Optional vs tagged union vs error union

I’m finding myself increasingly disliking the use of optional types.

E.g., consider a program’s output file pathname. This pathname might be provided manually when parsing the command line, or if not provided, it might be dynamically generated based on subsequent program execution.
In the past, I would express this pathname using the optional type ?[]u8. When determining the output pathname, I’d check whether it’s null and, if so, automatically generate the pathname.
However, I’ve come to realize that this management approach leads to a kind of ownership confusion. User input and automatic generation are fundamentally two completely different sources of ownership.
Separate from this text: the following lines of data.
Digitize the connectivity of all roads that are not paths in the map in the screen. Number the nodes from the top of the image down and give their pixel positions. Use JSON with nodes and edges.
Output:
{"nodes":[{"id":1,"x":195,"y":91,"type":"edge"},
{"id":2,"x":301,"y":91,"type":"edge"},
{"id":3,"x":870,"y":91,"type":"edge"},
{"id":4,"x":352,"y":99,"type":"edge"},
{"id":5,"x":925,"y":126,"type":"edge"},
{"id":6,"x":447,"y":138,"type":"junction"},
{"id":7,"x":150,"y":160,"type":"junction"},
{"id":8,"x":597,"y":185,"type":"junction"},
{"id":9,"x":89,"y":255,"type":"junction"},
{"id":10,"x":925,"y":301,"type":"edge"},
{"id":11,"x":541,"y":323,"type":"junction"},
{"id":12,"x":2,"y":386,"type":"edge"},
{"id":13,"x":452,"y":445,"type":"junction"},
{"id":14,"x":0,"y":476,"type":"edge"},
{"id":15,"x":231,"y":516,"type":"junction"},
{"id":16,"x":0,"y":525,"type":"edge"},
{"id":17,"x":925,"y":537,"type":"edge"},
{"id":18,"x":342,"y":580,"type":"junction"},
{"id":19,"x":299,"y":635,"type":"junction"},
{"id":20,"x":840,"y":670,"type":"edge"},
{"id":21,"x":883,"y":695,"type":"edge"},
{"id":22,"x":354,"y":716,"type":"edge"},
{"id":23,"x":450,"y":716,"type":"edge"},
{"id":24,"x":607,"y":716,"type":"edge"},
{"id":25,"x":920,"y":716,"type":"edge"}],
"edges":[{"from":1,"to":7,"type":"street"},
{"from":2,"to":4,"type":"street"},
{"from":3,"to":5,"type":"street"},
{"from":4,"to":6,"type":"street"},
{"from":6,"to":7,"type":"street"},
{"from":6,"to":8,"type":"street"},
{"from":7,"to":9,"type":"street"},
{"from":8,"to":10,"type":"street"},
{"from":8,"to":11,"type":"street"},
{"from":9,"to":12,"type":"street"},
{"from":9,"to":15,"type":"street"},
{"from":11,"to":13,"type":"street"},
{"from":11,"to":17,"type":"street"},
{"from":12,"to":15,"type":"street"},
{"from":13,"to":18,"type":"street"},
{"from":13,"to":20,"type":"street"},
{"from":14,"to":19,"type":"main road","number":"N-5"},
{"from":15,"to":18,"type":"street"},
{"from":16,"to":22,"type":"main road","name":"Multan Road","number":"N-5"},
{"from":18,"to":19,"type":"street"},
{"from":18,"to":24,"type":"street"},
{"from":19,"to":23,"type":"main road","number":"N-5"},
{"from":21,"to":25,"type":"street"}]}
If requirements change in the future, I can’t guarantee that they will be constructed using the same allocator.
Now, I prefer to express this field type using union (enum) { manual: []u8, auto: []u8 }, managing them with different ownership models depending on their source.

For another example, consider a value that needs to be parsed, and the result of the parsing might be null.
In the past, I’d express this using ?T. If it hasn’t been parsed yet, it’s null. After parsing, it might remain null or have a specific value.
Now I prefer to use union (enum) { unparsed: void, parsed: T, parsed_null_because_some_reason: void, parsed_null_because_another_reason: void}, and I realized that I can not only express more precisely whether the value is not parsed or parsed to null, but also further expand the different cases where the parsed result is null to express richer information when further needed.

At this point, I realized something else: from a semantic and performance perspective, this approach competes with error union, especially when used as a function return value.
A naive approach is to use a tagged union if all meanings are expected, even if it’s not a regular return value. This approach also offers better performance, as the expected tags are limited, while error codes are global. Error unions should only be used for unexpected situations. However, because error unions have better syntactic support, they are sometimes used to represent the meaning of expected return conditions. While this is more convenient, it’s not the most correct code.

But I also noticed that if the return value contains both expected and unexpected conditions, using !union(enum) {...} is less performant than simply using the error union and treating the expected but not regular condition as a catchable “error.”

However, if I prioritize performance when designing return values, I might end up using the tagged union’s tag to represent an expected meaning in some cases, and the error union’s error code to represent these expected but not regular conditions in other cases, creating a sense of inconsistent semantics.

2 Likes

I feel like this opinion is somewhat similar to Roc language: Why doesn’t Roc have a Maybe or Option or Optional type, or null or nil or undefined?. On one hand it is convincing and I like that they are doing it this way, but I feel like it’s only appropriate in a higher level language like that one.

Regarding performance, I’m trusting that optional type optimization · Issue #104 · ziglang/zig · GitHub will also cover errors and in the famed 1.0 I’ll just write what feels right

2 Likes

Personally I’ve hit a few cases similar to yours, but in virtually every single one I chose to simply ensure the memory semantics in both cases was identical - in your example this would simply be to duplicate the inputted path using the same allocator that would have constructed a new one.

I personally find that to be preferable to any usage of unions or optionals - to eliminate differences in how a return value needs be handled whenever possible.

There’s certainly instances where that kind of thing isn’t feasible. Some can be solved by simply enforcing usage of an arena, others can be solved by having the caller preallocate. Situations where the allocation might be huge and very wasteful come to mind?

Edit: your second example is a good case too where the function has 3 distinct and useful outcomes, in which case a union is evidently beneficial.

3 Likes